That’s the finding as initial information is released by official investigators. The first case may have happened a month earlier than previously thought, but there is a dispute over it.

A public health official has said it is the biggest cluster of coronavirus cases in the country with 600 in Austria and possibly twice as many abroad.

Around 1,200 skiers and snowboarders from other countries including Germany, Norway, Iceland and the UK caught the virus in the resort and then took it home with them.

The resort’s thriving apres ski scene with people in close proximity is thought to have helped the spread.

“In terms of size, Ischgl is certainly dominant,” the Austrian Agency for Health and Food Safety’s (AGES) head of public health, Franz Allerberger, told a news conference.

“It is not just about these more than 600 people in Austria who are proven to have been infected there. We also have the same number if not twice that who are now abroad and whose cases are slowly being reported.”

The exact number in the resort is 611, but it should be put into context as there are 10,927 reported cases in Austria, so it is a very small fraction of the total.

Many ski resorts have been hotbeds for the spread of the virus and it is likely similar situations may have happened in many other ski resorts.

See this related PlanetSKI story where we hear from a ski instructor in Verbier, Switzerland, about people’s behaviour and how he caught and suffered from the virus.

The first case in Ischgl could come from early February, but there is some disagreement on this between the Austrian Agency for Health and Food Security (AGES) and the authorities in the Tirol.
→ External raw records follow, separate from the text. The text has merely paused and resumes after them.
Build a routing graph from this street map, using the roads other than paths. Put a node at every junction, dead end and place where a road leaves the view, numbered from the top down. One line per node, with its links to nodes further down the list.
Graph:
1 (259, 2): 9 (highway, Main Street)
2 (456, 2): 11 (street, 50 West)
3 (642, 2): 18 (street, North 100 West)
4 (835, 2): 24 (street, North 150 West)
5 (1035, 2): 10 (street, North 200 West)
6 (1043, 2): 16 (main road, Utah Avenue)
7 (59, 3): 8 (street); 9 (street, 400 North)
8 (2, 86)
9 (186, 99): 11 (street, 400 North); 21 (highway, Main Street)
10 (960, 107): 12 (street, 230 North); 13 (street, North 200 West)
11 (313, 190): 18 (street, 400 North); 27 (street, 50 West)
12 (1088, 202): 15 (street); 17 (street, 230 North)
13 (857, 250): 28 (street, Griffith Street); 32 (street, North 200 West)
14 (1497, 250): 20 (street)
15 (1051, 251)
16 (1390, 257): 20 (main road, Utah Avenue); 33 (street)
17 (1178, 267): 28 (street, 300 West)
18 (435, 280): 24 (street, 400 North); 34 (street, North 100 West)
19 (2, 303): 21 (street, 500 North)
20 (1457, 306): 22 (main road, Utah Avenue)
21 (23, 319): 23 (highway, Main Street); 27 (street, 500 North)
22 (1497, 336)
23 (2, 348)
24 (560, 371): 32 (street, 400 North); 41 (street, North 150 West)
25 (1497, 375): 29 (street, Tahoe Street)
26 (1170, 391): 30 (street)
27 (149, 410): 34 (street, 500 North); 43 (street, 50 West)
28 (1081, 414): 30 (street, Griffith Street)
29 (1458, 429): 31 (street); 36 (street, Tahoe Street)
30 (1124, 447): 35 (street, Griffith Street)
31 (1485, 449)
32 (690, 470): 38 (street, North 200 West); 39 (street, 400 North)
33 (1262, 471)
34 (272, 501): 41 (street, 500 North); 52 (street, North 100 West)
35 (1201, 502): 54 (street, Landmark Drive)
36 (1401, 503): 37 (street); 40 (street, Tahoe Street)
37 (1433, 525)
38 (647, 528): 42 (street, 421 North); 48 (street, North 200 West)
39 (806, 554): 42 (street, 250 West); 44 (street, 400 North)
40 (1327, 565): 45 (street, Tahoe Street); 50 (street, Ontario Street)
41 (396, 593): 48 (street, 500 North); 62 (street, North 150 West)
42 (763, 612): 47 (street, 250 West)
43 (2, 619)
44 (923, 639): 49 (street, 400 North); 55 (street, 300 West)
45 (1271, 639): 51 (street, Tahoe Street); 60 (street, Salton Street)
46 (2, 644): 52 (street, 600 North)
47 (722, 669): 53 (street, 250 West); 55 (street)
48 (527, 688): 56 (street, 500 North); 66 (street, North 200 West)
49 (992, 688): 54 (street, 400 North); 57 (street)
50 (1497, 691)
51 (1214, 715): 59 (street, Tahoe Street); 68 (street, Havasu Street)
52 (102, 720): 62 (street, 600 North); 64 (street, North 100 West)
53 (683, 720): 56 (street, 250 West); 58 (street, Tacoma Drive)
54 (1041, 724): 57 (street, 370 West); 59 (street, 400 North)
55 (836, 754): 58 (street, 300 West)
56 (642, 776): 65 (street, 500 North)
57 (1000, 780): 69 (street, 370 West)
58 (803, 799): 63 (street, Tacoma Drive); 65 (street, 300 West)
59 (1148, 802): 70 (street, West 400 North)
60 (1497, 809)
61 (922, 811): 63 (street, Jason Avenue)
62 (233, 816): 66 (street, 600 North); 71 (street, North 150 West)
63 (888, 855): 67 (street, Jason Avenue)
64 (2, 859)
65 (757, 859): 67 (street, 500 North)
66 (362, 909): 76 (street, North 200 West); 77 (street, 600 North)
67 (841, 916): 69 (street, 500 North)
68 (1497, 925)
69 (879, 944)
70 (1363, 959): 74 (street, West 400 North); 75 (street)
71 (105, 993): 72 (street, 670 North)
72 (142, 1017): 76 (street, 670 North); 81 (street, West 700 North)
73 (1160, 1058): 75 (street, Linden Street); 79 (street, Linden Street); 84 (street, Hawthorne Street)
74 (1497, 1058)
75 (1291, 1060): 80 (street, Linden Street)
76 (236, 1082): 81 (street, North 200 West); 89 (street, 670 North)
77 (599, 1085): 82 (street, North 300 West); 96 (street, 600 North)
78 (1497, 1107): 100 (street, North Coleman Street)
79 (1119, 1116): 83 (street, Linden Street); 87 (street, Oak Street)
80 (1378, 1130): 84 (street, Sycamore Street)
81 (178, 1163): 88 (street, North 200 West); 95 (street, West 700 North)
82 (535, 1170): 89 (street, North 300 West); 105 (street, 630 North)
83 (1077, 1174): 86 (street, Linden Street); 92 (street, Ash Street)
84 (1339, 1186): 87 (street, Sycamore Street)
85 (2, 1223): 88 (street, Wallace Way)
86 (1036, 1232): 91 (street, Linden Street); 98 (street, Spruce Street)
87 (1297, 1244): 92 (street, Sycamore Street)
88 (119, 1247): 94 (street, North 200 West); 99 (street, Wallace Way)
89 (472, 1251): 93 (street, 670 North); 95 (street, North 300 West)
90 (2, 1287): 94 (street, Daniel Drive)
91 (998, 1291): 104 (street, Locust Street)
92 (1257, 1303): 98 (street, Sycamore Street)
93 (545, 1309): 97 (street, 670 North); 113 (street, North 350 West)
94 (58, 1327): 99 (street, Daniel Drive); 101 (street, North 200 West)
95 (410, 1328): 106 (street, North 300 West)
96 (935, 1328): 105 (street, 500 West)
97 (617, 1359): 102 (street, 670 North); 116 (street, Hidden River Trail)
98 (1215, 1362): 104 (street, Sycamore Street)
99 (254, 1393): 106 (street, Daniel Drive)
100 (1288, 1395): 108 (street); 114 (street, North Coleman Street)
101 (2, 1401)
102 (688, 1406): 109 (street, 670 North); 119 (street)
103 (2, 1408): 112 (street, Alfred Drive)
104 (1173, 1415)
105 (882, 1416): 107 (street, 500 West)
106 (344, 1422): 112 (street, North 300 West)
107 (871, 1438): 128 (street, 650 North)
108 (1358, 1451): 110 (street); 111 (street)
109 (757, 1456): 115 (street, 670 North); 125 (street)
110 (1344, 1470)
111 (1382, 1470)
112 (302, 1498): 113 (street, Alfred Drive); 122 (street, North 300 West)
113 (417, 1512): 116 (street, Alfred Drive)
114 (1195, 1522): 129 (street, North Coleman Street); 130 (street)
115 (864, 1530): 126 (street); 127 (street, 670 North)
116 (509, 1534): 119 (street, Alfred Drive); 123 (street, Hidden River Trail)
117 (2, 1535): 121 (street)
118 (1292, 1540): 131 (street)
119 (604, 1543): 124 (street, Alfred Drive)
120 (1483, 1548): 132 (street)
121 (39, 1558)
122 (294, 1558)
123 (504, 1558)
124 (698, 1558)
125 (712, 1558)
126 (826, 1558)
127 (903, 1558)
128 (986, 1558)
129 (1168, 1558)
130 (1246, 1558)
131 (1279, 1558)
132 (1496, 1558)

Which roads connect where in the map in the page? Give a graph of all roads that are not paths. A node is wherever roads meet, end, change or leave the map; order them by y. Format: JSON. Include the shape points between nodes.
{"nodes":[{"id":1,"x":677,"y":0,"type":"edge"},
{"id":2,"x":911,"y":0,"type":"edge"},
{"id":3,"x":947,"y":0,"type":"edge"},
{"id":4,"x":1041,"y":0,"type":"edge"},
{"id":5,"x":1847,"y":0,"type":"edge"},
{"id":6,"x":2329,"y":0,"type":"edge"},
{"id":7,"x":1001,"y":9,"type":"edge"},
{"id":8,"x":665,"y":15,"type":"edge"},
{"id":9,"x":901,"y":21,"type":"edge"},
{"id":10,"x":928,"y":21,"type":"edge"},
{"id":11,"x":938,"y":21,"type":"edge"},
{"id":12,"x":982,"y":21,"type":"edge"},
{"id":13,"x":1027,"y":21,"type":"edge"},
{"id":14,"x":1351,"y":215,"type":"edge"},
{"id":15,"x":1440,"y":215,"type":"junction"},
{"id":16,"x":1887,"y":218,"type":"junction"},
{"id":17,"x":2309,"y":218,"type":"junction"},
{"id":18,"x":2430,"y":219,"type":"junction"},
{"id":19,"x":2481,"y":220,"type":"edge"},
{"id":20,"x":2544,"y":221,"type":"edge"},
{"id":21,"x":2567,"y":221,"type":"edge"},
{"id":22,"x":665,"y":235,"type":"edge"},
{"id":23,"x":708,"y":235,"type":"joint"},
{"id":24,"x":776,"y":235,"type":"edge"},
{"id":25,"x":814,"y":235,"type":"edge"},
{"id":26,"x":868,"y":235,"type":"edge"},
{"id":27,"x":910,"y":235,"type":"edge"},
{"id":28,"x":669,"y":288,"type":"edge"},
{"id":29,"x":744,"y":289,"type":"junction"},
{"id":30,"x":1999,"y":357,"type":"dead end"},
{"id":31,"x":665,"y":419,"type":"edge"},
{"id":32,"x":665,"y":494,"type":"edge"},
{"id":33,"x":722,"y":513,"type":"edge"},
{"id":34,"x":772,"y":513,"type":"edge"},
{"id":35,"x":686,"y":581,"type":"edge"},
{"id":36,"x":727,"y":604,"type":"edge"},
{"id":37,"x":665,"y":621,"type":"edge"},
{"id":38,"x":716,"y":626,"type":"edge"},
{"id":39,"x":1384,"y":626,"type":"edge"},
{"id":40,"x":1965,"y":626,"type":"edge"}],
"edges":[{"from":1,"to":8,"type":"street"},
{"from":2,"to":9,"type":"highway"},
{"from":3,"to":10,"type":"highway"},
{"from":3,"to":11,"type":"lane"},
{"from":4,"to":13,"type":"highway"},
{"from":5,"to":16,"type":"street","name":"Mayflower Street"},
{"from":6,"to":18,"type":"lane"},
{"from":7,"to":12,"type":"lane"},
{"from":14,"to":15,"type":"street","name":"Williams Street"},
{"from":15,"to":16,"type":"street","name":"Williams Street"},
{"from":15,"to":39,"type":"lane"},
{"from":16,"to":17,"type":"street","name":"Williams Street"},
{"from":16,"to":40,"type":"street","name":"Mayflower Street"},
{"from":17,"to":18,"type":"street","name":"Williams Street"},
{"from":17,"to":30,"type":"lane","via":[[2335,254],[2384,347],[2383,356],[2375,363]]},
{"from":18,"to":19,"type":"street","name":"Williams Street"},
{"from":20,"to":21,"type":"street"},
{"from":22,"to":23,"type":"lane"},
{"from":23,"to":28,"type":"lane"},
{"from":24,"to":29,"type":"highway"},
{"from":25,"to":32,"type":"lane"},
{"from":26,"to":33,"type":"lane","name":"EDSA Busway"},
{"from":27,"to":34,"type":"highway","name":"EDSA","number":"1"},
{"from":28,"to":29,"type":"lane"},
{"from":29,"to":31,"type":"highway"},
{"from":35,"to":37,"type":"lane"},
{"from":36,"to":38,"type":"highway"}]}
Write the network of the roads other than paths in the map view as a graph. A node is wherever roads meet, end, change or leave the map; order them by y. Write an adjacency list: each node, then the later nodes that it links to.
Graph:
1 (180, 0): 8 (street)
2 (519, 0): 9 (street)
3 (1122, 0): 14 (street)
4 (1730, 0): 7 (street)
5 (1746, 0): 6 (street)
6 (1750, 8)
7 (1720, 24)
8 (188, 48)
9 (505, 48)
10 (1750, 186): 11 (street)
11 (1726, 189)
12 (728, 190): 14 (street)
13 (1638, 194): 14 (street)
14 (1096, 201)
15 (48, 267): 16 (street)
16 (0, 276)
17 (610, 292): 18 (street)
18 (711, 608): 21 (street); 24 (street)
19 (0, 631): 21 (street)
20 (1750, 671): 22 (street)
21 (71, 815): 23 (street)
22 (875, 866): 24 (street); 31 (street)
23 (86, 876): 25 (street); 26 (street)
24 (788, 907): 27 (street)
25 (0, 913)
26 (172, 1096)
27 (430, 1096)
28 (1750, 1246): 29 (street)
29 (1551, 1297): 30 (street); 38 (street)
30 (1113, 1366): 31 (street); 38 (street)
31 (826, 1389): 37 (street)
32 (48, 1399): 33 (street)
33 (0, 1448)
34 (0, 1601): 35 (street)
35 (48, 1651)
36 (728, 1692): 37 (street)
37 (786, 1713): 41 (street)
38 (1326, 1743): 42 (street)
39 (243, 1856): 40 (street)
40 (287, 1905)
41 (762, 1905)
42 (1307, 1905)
AGES claims an Austrian waitress had the disease from February 8th though she was tested retrospectively on March 9th.

A test that looks for the genome of SARS-CoV-2 was used and it can deliver positive results weeks after recovery according to Franz Allerberger, Head of Human Medicine at AGES.

However the authorities in the Tirol dispute the case.

“This information is demonstrably non-factual,” it said.

It claimed that from a medical point of view, it cannot be scientifically proven at what time the coronavirus disease goes back.

The Austrian waitress stated that she had suffered from cold symptoms for about a month and was finally tested positive on March 9.

“The conclusion of AGES that the person had been suffering from Corona since February 8 – that is, for 30 days – is speculative,” said the state.

This is several weeks earlier than the previously thought first case,  a 36-year old German barman from the Kitzloch bar.

The barman tested positive on March 7th.

It had been thought he was the first of those affected in Ischgl to go to the doctor and be tested positive.

However it has now emerged that a Swiss waitress from the same bar tested positive on March 5th, two days earlier.

As the resort began to close facilities on March 10th Ischgl said the barman had been infected by a person from Iceland.

“He wrongly got the role of the alleged re-distributor, “said Allerberger as he announced information about the Swiss waitress.

For further details, in German, see this report on ORT.

An investigation is now under way into whether and when cases were reported and if the authorities followed all the correct procedures.

Some people who became ill with the virus are also joining a class legal action that is being co-ordinated by a consumer association.

The investigators are also looking at the mobile phone records of visitors to the resort to see if they inadvertently spread the virus.

There are allegations from some that the authorities should have acted much earlier and more consistently with regard to the rapid spread of the corona virus in Tirol.